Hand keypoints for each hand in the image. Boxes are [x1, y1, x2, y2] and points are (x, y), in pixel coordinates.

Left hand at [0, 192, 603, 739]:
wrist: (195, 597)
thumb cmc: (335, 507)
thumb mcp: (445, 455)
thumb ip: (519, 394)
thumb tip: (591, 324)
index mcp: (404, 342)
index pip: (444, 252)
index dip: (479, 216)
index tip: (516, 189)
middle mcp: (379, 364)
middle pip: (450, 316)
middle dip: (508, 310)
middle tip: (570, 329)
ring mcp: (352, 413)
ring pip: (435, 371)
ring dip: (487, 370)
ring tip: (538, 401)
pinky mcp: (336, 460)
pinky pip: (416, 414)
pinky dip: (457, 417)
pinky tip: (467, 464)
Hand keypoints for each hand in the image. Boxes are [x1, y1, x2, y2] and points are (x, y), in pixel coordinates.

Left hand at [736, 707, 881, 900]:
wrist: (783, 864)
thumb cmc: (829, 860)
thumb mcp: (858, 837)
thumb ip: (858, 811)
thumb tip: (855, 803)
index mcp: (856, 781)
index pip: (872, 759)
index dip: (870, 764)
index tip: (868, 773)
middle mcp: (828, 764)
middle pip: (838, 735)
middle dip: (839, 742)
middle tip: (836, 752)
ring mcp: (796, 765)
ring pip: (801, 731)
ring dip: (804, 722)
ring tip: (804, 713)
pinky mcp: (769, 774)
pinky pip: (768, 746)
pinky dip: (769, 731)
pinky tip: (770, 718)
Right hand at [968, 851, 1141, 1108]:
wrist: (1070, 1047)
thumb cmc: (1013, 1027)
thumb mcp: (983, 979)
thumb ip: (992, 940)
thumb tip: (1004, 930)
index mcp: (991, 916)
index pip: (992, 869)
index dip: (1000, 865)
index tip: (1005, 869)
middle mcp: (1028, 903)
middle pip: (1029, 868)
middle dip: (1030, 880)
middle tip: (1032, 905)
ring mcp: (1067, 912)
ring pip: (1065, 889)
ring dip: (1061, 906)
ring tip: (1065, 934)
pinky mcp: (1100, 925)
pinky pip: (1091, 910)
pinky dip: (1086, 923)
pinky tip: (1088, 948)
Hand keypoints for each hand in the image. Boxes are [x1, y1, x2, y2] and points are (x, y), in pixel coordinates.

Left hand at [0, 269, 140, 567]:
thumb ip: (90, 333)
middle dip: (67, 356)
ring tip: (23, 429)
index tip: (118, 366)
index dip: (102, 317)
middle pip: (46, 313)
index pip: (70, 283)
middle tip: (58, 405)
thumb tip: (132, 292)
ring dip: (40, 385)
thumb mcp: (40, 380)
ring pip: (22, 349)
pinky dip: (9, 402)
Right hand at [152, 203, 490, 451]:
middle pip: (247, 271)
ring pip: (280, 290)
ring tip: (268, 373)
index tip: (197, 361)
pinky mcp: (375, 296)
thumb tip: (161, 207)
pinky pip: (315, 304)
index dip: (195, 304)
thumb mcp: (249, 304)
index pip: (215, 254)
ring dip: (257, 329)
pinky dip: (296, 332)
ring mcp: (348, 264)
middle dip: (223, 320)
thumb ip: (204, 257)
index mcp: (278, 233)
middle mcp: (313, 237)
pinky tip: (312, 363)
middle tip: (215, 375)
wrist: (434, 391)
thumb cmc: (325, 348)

::::::::::

• **Directions**
Each entry needs to be given again exactly as it stands.

• **Answer to the problem**
Hand keypoints for each hand in the image. Boxes are [x1, y1, x2, y2] and points are (x, y), in pixel coordinates.

Left hand at [0, 192, 603, 739]:
wrist: (195, 597)
thumb cmc: (335, 507)
thumb mcp: (445, 455)
thumb ip: (519, 394)
thumb tip: (591, 324)
index mcp: (404, 342)
index pip: (444, 252)
index dip: (479, 216)
index tip: (516, 189)
middle mcp: (379, 364)
middle pip: (450, 316)
middle dip: (508, 310)
middle tip: (570, 329)
ring mcp: (352, 413)
ring pip: (435, 371)
ring dip: (487, 370)
ring tip: (538, 401)
pinky mcp: (336, 460)
pinky pip: (416, 414)
pinky dip: (457, 417)
pinky tip: (467, 464)
Hand keypoints for each hand in the image. Boxes are [x1, y1, x2, y2] and points are (x, y), in pixel coordinates.

Left hand at [736, 707, 881, 900]:
wrist: (783, 864)
thumb cmc: (829, 860)
thumb mcp: (858, 837)
thumb ip: (858, 811)
thumb tip: (855, 803)
index mcp: (856, 781)
index pip: (872, 759)
index dip: (870, 764)
index tip: (868, 773)
middle mcp: (828, 764)
middle pip: (838, 735)
middle dip: (839, 742)
middle tip: (836, 752)
ring mcp: (796, 765)
ring pip: (801, 731)
ring dip: (804, 722)
ring tip: (804, 713)
pinky mcp: (769, 774)
pinky pip: (768, 746)
pinky dip: (769, 731)
pinky tip: (770, 718)
Right hand at [968, 851, 1141, 1108]:
wrist: (1070, 1047)
thumb cmc: (1013, 1027)
thumb mcp: (983, 979)
thumb ip: (992, 940)
thumb tip: (1004, 930)
index mcp: (991, 916)
index pip: (992, 869)
index dip: (1000, 865)
index tip: (1005, 869)
middle mcp: (1028, 903)
middle pip: (1029, 868)
middle dip: (1030, 880)
middle tip: (1032, 905)
ring mcp: (1067, 912)
ring pip: (1065, 889)
ring dip: (1061, 906)
ring tip: (1065, 934)
pinky mcp: (1100, 925)
pinky pip: (1091, 910)
pinky dip: (1086, 923)
pinky tip: (1088, 948)
Hand keypoints for each hand in the image. Boxes are [x1, y1, x2, y2] and points are (x, y), in pixel coordinates.

Left hand at [0, 269, 140, 567]:
thumb ip: (90, 333)
middle dip: (67, 356)
ring tip: (23, 429)
index tip: (118, 366)
index dip: (102, 317)
middle pip: (46, 313)
index pip: (70, 283)
middle tip: (58, 405)
thumb tip: (132, 292)
ring dip: (40, 385)
thumb mcp: (40, 380)
ring pip: (22, 349)
pinky dip: (9, 402)
Right hand at [152, 203, 490, 451]:
middle pip: (247, 271)
ring pip: (280, 290)
ring tip: (268, 373)
index tip: (197, 361)
pinky mcp: (375, 296)
thumb tip: (161, 207)
pinky pip: (315, 304)
index dip: (195, 304)
thumb mcp: (249, 304)
index pip: (215, 254)
ring dip: (257, 329)
pinky dip: (296, 332)
ring mcp: (348, 264)
middle dip: (223, 320)
thumb ip: (204, 257)
index mcp: (278, 233)
middle mcp: (313, 237)
pinky tip: (312, 363)
middle tip: (215, 375)
wrist: (434, 391)
thumb cmc: (325, 348)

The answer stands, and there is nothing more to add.